There are very few grains I can eat, I’m not meant to have yeast, and I find I don’t have the patience any longer to make sourdough from scratch. So instead of baking my own bread this year, I baked a cake. The flour and soya milk and margarine aren’t local, but the sugar is made from English sugar beet, and eggs are from just down the road. I can still keep the spirit of the feast, honour and celebrate the sacredness of matter, of the land, and of my body.

The source of all this material bounty, the earth, is often personified as Mother in Pagan traditions – for She gives birth to all life, including our own, and provides the source materials of our shelter, food and clothing. Our chants and songs declare, “The Earth is our Mother: we must take care of Her,” or “Mother Earth carry me; your child I will always be.”

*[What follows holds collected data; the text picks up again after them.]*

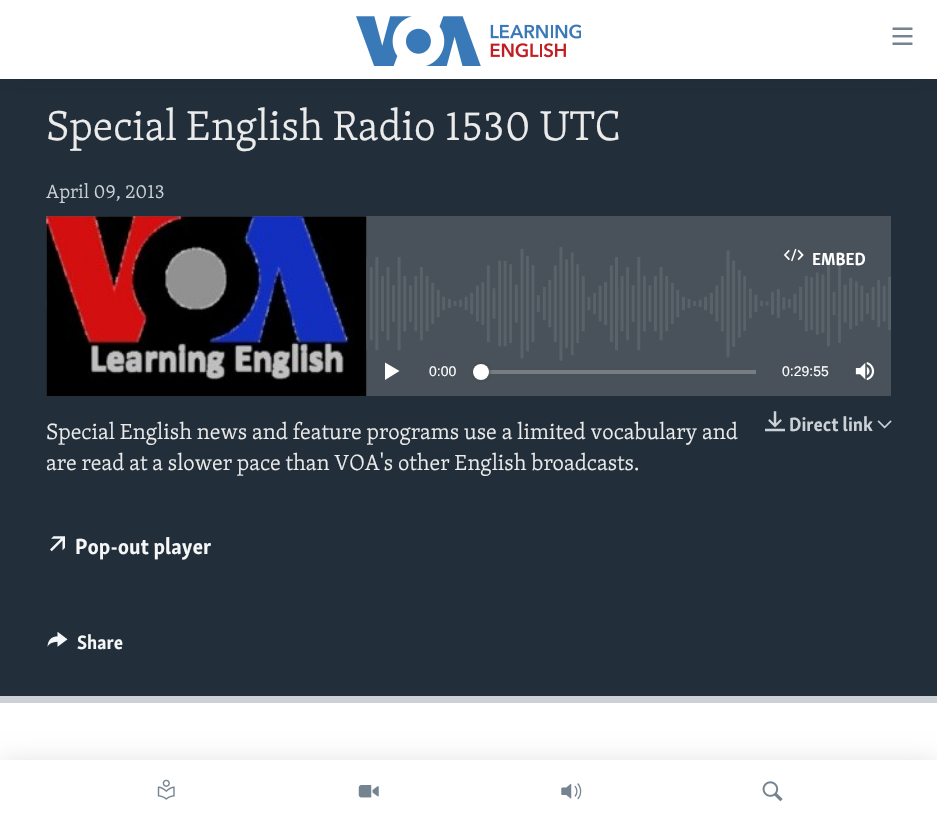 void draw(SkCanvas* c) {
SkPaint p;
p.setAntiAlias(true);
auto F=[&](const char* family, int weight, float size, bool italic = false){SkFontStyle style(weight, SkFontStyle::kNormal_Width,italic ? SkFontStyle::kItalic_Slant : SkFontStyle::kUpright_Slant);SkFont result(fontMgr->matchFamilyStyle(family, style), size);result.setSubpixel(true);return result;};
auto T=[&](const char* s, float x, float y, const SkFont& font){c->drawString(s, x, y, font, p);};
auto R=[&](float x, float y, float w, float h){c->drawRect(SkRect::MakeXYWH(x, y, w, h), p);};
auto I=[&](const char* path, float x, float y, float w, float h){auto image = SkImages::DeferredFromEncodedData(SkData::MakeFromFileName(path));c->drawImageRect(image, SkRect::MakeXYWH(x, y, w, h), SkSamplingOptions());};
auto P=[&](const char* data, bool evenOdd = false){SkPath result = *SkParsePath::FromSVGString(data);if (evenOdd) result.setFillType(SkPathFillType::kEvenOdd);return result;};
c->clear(0xffffffff);
p.setColor(0xff222f3a);
R(0,79,937,617);
p.setColor(0x1a000000);
p.setMaskFilter(SkMaskFilter::MakeBlur(kNormal_SkBlurStyle, 12.5));
c->drawRect(SkRect::MakeXYWH(0,0,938,79),p);
p.setMaskFilter(nullptr);
p.setColor(0xffffffff);
R(0,0,937,79);
I("1.png",356,16,225,50);
I("2.png",892,27,21,18);
p.setColor(0x1a000000);
p.setMaskFilter(SkMaskFilter::MakeBlur(kNormal_SkBlurStyle, 12.5));
c->drawRect(SkRect::MakeXYWH(0,760,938,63),p);
p.setMaskFilter(nullptr);
p.setColor(0xffffffff);
R(0,760,937,62);
I("3.png",157,779,18,21);
I("4.png",358,785,21,13);
I("5.png",561,783,21,17);
I("6.png",762,781,21,21);
p.setColor(0xffcbd1d6);
R(0,696,937,7);
auto f1 = F("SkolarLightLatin",300,42.75);
p.setColor(0xffebebeb);
T("Special English Radio 1530 UTC",46,140,f1);
auto f2 = F("SkolarLightLatin",300,19.75);
p.setColor(0xffcbd1d6);
T("April 09, 2013",46,198,f2);
p.setColor(0xff49525a);
R(46,216,845,180);
I("7.png",46,247,845,114);
I("8.png",46,216,321,180);
I("9.png",783,248,21,14);
auto f3 = F("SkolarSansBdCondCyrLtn",700,18);
p.setColor(0xffffffff);
T("EMBED",812,265,f3);
c->drawPath(P("M385 380l14.5-9l-14.5-8.5z"),p);
auto f4 = F("Liberation Sans",400,14);
T("0:00",429,376,f4);
p.setColor(0xff777d83);
R(480,370,276,4);
p.setColor(0xff414144);
p.setMaskFilter(SkMaskFilter::MakeBlur(kNormal_SkBlurStyle, 2));
c->drawRoundRect(SkRect::MakeXYWH(473,364,16,16),8,8,p);
p.setMaskFilter(nullptr);
p.setColor(0xffffffff);
c->drawCircle(481,372,8,p);
T("0:29:55",782,376,f4);
I("10.png",855,362,20,19);
auto f5 = F("SkolarLightLatin",300,22.5);
p.setColor(0xffebebeb);
T("Special English news and feature programs use a limited vocabulary and",46,439,f5);
T("are read at a slower pace than VOA's other English broadcasts.",46,470,f5);
I("11.png",765,411,20,21);
auto f6 = F("SkolarSansBdCondCyrLtn",700,19.75);
p.setColor(0xffcbd1d6);
T("Direct link",789,431,f6);
I("12.png",877,420,15,9);
I("13.png",50,536,15,16);
auto f7 = F("SkolarSansBdCondCyrLtn",700,22.5);
p.setColor(0xfff6f7f8);
T("Pop-out player",75,554,f7);
I("14.png",47,631,21,16);
T("Share",77,649,f6);
}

But is the relationship of child to mother one we should continually be reinforcing? Yes, it emphasises how we are needy in the face of Life, rather than masters of all we survey, but  it can also get in the way of accepting responsibility for the materials and spiritual crises of our own making which affect the world. How long can we keep turning to our Mother the Earth to ‘make it all better’?

One answer to that question is that we can’t. Artists Elizabeth Stephens and Annie Sprinkle are exploring and sharing a new metaphor of relationship between humans and the Earth – no longer that of Mother, but that of Lover, which they call ecosex. To quote from the first two principles of the Ecosex Manifesto:

“The Earth is our lover. We are madly, passionately and fiercely in love, and we are grateful for this relationship each and every day… We treat the Earth with kindness, respect and affection… We shamelessly hug trees, massage the earth with our feet, and talk erotically to plants. We are skinny dippers, sun worshipers and stargazers. We caress rocks, are pleasured by waterfalls, and admire the Earth’s curves often…. We are very dirty.”

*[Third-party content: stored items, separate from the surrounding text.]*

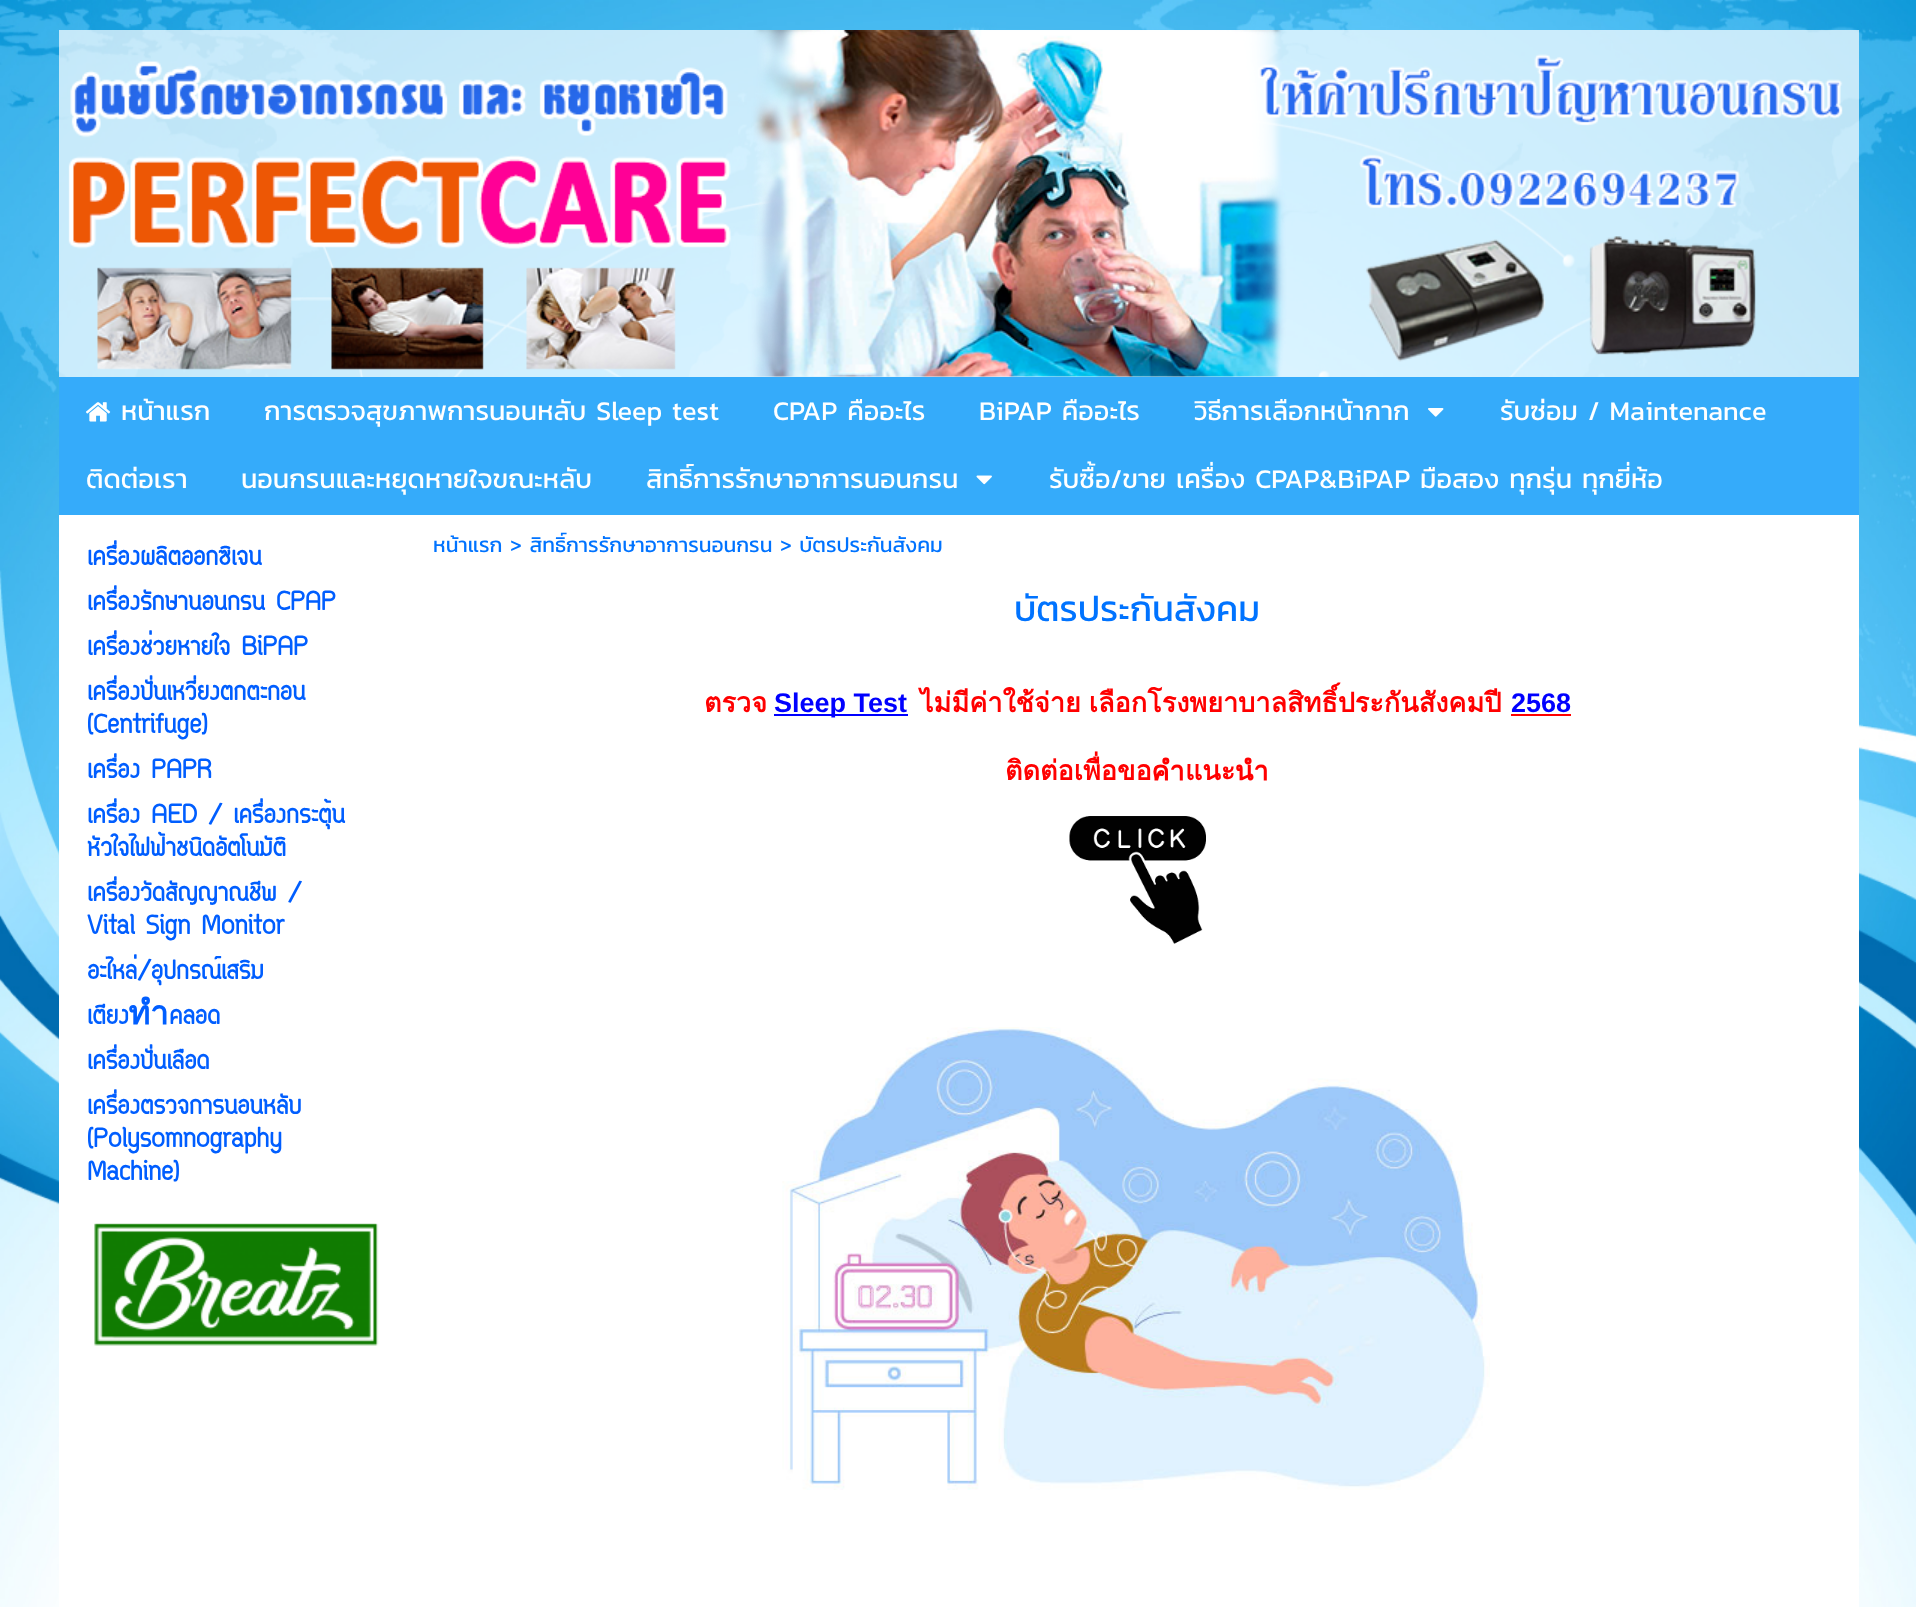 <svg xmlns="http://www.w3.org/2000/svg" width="1916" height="1607">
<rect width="100%" height="100%" fill="#fff"/>
<image x="0" y="0" width="1916" height="1607" href="media/1.png"/>
<rect x="59" y="30" width="1800" height="347" fill="#ffffffb3"/>
<image x="68" y="30" width="1775" height="347" href="media/2.png"/>
<rect x="59" y="377" width="1800" height="138" fill="#35abfa"/>
<image x="86" y="402" width="25" height="20" href="media/3.png"/>
<text x="121" y="420" style="font-family:Kanit;font-size:27px;fill:#fff">หน้าแรก</text>
<text x="264" y="420" style="font-family:Kanit;font-size:27px;fill:#fff">การตรวจสุขภาพการนอนหลับ Sleep test</text>
<text x="773" y="420" style="font-family:Kanit;font-size:27px;fill:#fff">CPAP คืออะไร</text>
<text x="979" y="420" style="font-family:Kanit;font-size:27px;fill:#fff">BiPAP คืออะไร</text>
<text x="1194" y="420" style="font-family:Kanit;font-size:27px;fill:#fff">วิธีการเลือกหน้ากาก</text>
<image x="1428" y="408" width="16" height="9" href="media/4.png"/>
<text x="1500" y="420" style="font-family:Kanit;font-size:27px;fill:#fff">รับซ่อม / Maintenance</text>
<text x="86" y="488" style="font-family:Kanit;font-size:27px;fill:#fff">ติดต่อเรา</text>
<text x="241" y="488" style="font-family:Kanit;font-size:27px;fill:#fff">นอนกรนและหยุดหายใจขณะหลับ</text>
<text x="646" y="488" style="font-family:Kanit;font-size:27px;fill:#fff">สิทธิ์การรักษาอาการนอนกรน</text>
<image x="976" y="475" width="16" height="10" href="media/5.png"/>
<text x="1049" y="488" style="font-family:Kanit;font-size:27px;fill:#fff">รับซื้อ/ขาย เครื่อง CPAP&amp;BiPAP มือสอง ทุกรุ่น ทุกยี่ห้อ</text>
<rect x="59" y="515" width="1800" height="1092" fill="#fff"/>
<text x="87" y="565" style="font-family:Circular;font-size:33px;font-weight:bold;fill:#005eff">เครื่องผลิตออกซิเจน</text>
<text x="87" y="610" style="font-family:Circular;font-size:33px;font-weight:bold;fill:#005eff">เครื่องรักษานอนกรน CPAP</text>
<text x="87" y="655" style="font-family:Circular;font-size:33px;font-weight:bold;fill:#005eff">เครื่องช่วยหายใจ BiPAP</text>
<text x="87" y="700" style="font-family:Circular;font-size:33px;font-weight:bold;fill:#005eff">เครื่องปั่นเหวี่ยงตกตะกอน</text>
<text x="87" y="733" style="font-family:Circular;font-size:33px;font-weight:bold;fill:#005eff">(Centrifuge)</text>
<text x="87" y="778" style="font-family:Circular;font-size:33px;font-weight:bold;fill:#005eff">เครื่อง PAPR</text>
<text x="87" y="823" style="font-family:Circular;font-size:33px;font-weight:bold;fill:#005eff">เครื่อง AED / เครื่องกระตุ้น</text>
<text x="87" y="856" style="font-family:Circular;font-size:33px;font-weight:bold;fill:#005eff">หัวใจไฟฟ้าชนิดอัตโนมัติ</text>
<text x="87" y="901" style="font-family:Circular;font-size:33px;font-weight:bold;fill:#005eff">เครื่องวัดสัญญาณชีพ /</text>
<text x="87" y="934" style="font-family:Circular;font-size:33px;font-weight:bold;fill:#005eff">Vital Sign Monitor</text>
<text x="87" y="979" style="font-family:Circular;font-size:33px;font-weight:bold;fill:#005eff">อะไหล่/อุปกรณ์เสริม</text>
<text x="87" y="1024" style="font-family:Circular;font-size:33px;font-weight:bold;fill:#005eff">เตียงทำคลอด</text>
<text x="87" y="1069" style="font-family:Circular;font-size:33px;font-weight:bold;fill:#005eff">เครื่องปั่นเลือด</text>
<text x="87" y="1114" style="font-family:Circular;font-size:33px;font-weight:bold;fill:#005eff">เครื่องตรวจการนอนหลับ</text>
<text x="87" y="1147" style="font-family:Circular;font-size:33px;font-weight:bold;fill:#005eff">(Polysomnography</text>
<text x="87" y="1180" style="font-family:Circular;font-size:33px;font-weight:bold;fill:#005eff">Machine)</text>
<image x="94" y="1223" width="285" height="123" href="media/6.png"/>
<text x="433" y="552" style="font-family:Kanit;font-size:21px;fill:#0073ff">หน้าแรก &gt; สิทธิ์การรักษาอาการนอนกรน &gt; บัตรประกันสังคม</text>
<text x="1014" y="621" style="font-family:Kanit;font-size:36px;fill:#0073ff">บัตรประกันสังคม</text>
<text x="704" y="712" style="font-family:Loma;font-size:27px;font-weight:bold;fill:#f00">ตรวจ</text>
<rect x="774" y="714" width="134" height="2" fill="#00f"/>
<text x="774" y="712" style="font-family:Liberation Sans;font-size:27px;font-weight:bold;fill:#00f">Sleep Test</text>
<text x="920" y="712" word-spacing="-1" style="font-family:Loma;font-size:27px;font-weight:bold;fill:#f00">ไม่มีค่าใช้จ่าย เลือกโรงพยาบาลสิทธิ์ประกันสังคมปี</text>
<text x="1511" y="712" style="font-family:Liberation Sans;font-size:27px;font-weight:bold;fill:#00f">2568</text>
<rect x="1511" y="714" width="60" height="2" fill="#f00"/>
<text x="1005" y="780" style="font-family:Loma;font-size:27px;font-weight:bold;fill:#f00">ติดต่อเพื่อขอคำแนะนำ</text>
<image x="1069" y="816" width="137" height="128" href="media/7.png"/>
<image x="782" y="1027" width="708" height="463" href="media/8.png"/>
</svg>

Annie Sprinkle and Elizabeth Stephens, ecosexuals

The Ecosex movement is very young, but it is one that I, for one, would love to see expand, rapidly and globally. It connects the erotic with the ecological in a way which aims to create a new kind of environmental activism, one which for me hits to the heart of the fundamentally material, bodily and sexual nature of sacredness in Pagan traditions.

As Stephens and Sprinkle might say, we can’t keep suckling on the Earth’s tit forever – at least, not for Her milk.